第5話 彼女の距離感
同じ講義を取ってたやつらに、芽愛ちゃんのことを聞かれずいぶん遅くなってしまった。
見上げると、空はもう夕焼け。
芽愛ちゃんは今頃、何をしているのだろうか?
もう帰ったのかな。別れるときに芽愛ちゃんの連絡先をすべて切ったせいで、なんもわからない。
心配しながら家に向かっていると。
正面の電柱の影に隠れてる見覚えのある人がいた。チラチラ俺の方を確認していて、挙動不審だ。
とりあえずその電柱の横まで行き。
「芽愛ちゃんなにしてるの」
「え」
挙動不審だった体がピタッと止まり、苦笑いを浮かべている。
肩に掛けているのは……俺が愛用してるエコバック。
「あの、冷蔵庫に何もなかったからなにか買い出しに行こうかと思って」
「……それ俺の冷蔵庫の話?」
「もちろん」
なんでもちろんなんだ。
隠れて元カレのために買い出し。色々ツッコみたいところはあるけど、善意でしてくれてるっていうのは顔を見ればわかる。

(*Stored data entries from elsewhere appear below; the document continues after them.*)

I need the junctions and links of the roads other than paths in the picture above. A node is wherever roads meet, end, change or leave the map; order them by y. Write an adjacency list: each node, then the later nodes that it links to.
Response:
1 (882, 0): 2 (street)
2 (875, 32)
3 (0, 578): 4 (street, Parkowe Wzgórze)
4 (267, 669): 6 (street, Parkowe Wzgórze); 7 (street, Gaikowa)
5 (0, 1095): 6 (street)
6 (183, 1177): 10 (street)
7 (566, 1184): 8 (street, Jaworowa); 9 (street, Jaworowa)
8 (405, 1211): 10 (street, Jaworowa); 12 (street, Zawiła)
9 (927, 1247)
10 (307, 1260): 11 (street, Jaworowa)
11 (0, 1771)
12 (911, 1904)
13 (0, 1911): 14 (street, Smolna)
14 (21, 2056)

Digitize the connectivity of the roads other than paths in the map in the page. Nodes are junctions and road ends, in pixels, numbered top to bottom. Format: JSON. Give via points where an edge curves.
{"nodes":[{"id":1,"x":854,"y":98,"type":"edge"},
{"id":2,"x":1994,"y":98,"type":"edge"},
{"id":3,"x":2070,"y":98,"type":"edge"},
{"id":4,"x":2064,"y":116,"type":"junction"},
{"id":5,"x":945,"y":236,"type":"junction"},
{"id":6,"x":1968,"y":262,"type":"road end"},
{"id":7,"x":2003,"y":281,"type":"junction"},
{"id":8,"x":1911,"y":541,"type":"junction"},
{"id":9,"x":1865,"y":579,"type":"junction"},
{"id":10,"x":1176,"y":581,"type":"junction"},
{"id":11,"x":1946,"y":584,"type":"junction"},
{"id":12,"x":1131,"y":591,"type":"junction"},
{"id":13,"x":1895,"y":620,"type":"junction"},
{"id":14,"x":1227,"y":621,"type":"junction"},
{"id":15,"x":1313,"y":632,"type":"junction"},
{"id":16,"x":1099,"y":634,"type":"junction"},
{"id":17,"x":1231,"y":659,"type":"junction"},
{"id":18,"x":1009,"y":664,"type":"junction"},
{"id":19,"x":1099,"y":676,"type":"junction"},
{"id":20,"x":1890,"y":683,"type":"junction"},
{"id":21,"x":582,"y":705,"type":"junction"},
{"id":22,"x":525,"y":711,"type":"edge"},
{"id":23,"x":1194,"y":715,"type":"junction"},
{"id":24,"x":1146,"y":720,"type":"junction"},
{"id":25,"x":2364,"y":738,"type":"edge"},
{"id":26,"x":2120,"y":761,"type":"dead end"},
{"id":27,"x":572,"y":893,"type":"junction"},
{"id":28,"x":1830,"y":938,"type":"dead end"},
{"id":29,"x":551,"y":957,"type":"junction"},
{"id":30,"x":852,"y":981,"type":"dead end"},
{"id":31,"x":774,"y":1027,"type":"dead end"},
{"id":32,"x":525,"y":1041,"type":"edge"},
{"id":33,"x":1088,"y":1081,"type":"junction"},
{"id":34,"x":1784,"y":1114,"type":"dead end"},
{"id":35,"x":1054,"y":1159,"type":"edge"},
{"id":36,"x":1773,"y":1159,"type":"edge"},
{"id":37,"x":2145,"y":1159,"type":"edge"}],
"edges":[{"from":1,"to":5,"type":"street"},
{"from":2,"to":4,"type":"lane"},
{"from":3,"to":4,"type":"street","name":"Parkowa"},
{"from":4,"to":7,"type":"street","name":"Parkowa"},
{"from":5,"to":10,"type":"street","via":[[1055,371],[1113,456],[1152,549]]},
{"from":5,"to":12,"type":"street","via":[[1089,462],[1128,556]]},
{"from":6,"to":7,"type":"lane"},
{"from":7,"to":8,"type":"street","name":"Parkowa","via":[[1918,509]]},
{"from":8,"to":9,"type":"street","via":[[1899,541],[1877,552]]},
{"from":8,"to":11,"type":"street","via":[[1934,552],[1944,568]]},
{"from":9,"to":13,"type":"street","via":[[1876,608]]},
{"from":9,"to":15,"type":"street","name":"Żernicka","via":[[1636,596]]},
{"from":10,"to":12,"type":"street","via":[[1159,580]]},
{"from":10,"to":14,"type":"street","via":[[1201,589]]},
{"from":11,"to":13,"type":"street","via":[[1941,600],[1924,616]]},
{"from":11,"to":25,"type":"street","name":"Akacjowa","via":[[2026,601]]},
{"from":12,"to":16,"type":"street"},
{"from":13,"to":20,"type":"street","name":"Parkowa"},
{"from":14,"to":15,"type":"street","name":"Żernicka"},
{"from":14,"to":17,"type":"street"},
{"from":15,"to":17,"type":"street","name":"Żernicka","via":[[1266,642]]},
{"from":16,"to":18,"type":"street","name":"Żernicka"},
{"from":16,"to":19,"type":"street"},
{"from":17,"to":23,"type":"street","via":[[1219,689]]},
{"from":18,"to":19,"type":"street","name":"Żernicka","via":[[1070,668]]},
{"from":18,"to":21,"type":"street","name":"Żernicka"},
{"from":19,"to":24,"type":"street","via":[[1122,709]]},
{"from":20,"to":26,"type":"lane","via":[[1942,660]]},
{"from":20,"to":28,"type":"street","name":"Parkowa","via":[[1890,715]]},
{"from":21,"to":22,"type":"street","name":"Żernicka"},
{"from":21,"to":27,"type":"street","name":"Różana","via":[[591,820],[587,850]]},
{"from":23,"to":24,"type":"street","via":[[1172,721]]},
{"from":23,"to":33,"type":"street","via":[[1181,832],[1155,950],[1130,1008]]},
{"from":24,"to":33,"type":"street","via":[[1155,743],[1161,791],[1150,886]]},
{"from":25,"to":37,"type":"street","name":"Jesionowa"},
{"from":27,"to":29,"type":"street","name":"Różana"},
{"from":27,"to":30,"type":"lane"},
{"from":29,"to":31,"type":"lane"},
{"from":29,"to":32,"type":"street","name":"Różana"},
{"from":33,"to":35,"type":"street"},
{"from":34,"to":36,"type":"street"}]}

俺もそろそろスーパーに行こうと思ってたし、ちょうどいいか。
「ついてくよ。というか、その支払いは俺がするから」
「え。そう言うと思ったから、夕方に隠れて行こうとしたのに……」
芽愛ちゃんの実家はお金持ちらしく、付き合ってたときもよく奢ってもらってた。いや、強引に奢られていた。
せっかくの相手の好意を無駄にするのは心が痛いけど。
流石に元カノに食費を出させるわけにはいかない。
▶▶▶
「お肉ばっかり買っちゃだめでしょ。ちゃんと野菜とか栄養バランスを考えないと」
「……はい」
なぜかスーパーで芽愛ちゃんから指導を受けている。
こんなこと付き合ってた頃もやった。
完全に彼女の距離感だ。
距離感に違和感を覚えながら、俺は芽愛ちゃんと一緒にカゴに食材を入れていき。
「今日の夜は作るの面倒くさいから弁当にしようかな」
「私作るけど」
「いや、夜ごはんまで作ってもらうのはちょっと。というか芽愛ちゃん、今日どれくらいまで俺の家にいるの?」
「ん? 泊まるつもり」
なんでそんな当たり前のように言うんだ。
「家に着替えないけど」
「一馬くんが大学行ってるとき、お泊りセットとってきたから安心して」
ニコッと明るい笑顔を見せてきた。
泊まる気満々だから、もう何を言っても無駄みたい。
全く。突然家に来たときの、申し訳無さそうに泣いていた芽愛ちゃんはどこに行ったのやら。
「あっ。お菓子は程々にするんだよ」
まだ一個しかお菓子をカゴに入れてないのに、なんでそんなこと言ってくるんだ?
俺、あんまり普段からお菓子食べる習慣ないんだけど。
「食べ過ぎはよくないからね」
もしかしてゴミ袋の中を見たとか?
いやまさか。あの芽愛ちゃんが、俺が大学に行っていないのをいいことにそんなことするわけ……しそうだな。
「な、なに? 私なんか間違えたこと言ったかな?」
「いや別に。たしかに食べ過ぎはよくないなって思っただけ。……ところでつかぬことを聞くんだけど、俺が大学に行ってるとき何してたの?」
「え。そ、そりゃ家でくつろいだり、お泊りセットをとってきたり……。変なことは何一つしてないからね!?」
これでもかというほど目が泳いでいる。
これは確信犯だな。
まぁ、それがわかっても別になにかしようとは思わない。今の芽愛ちゃん、精神的に不安定だろうし。
「とりあえずそろそろ会計行こうかな」
「本当に何もしてないから! ……嘘だけど」
ガッツリ最後に呟いた言葉聞こえてるんだけど。
何をしたのかわからず不安要素を抱えながら、スーパーから出た俺は芽愛ちゃんと一緒に、徐々に暗くなる空を見ながら家に向かった。